↓↓↓

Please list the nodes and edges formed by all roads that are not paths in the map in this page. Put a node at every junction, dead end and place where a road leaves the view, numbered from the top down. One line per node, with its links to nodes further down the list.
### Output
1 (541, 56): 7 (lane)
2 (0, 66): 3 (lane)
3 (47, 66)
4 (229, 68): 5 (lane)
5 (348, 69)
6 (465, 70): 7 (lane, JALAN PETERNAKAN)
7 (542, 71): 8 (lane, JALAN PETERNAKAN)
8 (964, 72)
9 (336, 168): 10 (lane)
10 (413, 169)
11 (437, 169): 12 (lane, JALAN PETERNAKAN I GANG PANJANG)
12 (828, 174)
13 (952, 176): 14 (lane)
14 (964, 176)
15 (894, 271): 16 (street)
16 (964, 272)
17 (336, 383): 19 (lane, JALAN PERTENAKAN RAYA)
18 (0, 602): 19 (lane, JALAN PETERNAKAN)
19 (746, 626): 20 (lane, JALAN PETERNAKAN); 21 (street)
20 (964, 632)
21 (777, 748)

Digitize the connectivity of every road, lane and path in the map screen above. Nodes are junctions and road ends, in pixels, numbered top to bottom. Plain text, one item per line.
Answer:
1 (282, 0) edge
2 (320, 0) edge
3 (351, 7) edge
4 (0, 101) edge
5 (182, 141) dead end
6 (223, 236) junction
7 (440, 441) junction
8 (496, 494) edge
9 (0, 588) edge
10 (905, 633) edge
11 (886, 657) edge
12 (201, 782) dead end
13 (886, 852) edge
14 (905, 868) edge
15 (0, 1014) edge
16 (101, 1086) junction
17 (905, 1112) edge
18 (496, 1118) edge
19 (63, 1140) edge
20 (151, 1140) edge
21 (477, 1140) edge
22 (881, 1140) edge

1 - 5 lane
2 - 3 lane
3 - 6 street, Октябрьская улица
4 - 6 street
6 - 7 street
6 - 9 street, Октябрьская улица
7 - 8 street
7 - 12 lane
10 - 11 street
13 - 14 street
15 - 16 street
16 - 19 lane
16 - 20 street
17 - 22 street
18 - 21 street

↑↑↑

● Exercise details
What is needed is an exact transcription of all the data.

● Written answer
Please list the nodes and edges formed by all roads that are not paths in the map in this page. Put a node at every junction, dead end and place where a road leaves the view, numbered from the top down. One line per node, with its links to nodes further down the list.
### Output
1 (541, 56): 7 (lane)
2 (0, 66): 3 (lane)
3 (47, 66)
4 (229, 68): 5 (lane)
5 (348, 69)
6 (465, 70): 7 (lane, JALAN PETERNAKAN)
7 (542, 71): 8 (lane, JALAN PETERNAKAN)
8 (964, 72)
9 (336, 168): 10 (lane)
10 (413, 169)
11 (437, 169): 12 (lane, JALAN PETERNAKAN I GANG PANJANG)
12 (828, 174)
13 (952, 176): 14 (lane)
14 (964, 176)
15 (894, 271): 16 (street)
16 (964, 272)
17 (336, 383): 19 (lane, JALAN PERTENAKAN RAYA)
18 (0, 602): 19 (lane, JALAN PETERNAKAN)
19 (746, 626): 20 (lane, JALAN PETERNAKAN); 21 (street)
20 (964, 632)
21 (777, 748)

Digitize the connectivity of every road, lane and path in the map screen above. Nodes are junctions and road ends, in pixels, numbered top to bottom. Plain text, one item per line.
Answer:
1 (282, 0) edge
2 (320, 0) edge
3 (351, 7) edge
4 (0, 101) edge
5 (182, 141) dead end
6 (223, 236) junction
7 (440, 441) junction
8 (496, 494) edge
9 (0, 588) edge
10 (905, 633) edge
11 (886, 657) edge
12 (201, 782) dead end
13 (886, 852) edge
14 (905, 868) edge
15 (0, 1014) edge
16 (101, 1086) junction
17 (905, 1112) edge
18 (496, 1118) edge
19 (63, 1140) edge
20 (151, 1140) edge
21 (477, 1140) edge
22 (881, 1140) edge

1 - 5 lane
2 - 3 lane
3 - 6 street, Октябрьская улица
4 - 6 street
6 - 7 street
6 - 9 street, Октябрьская улица
7 - 8 street
7 - 12 lane
10 - 11 street
13 - 14 street
15 - 16 street
16 - 19 lane
16 - 20 street
17 - 22 street
18 - 21 street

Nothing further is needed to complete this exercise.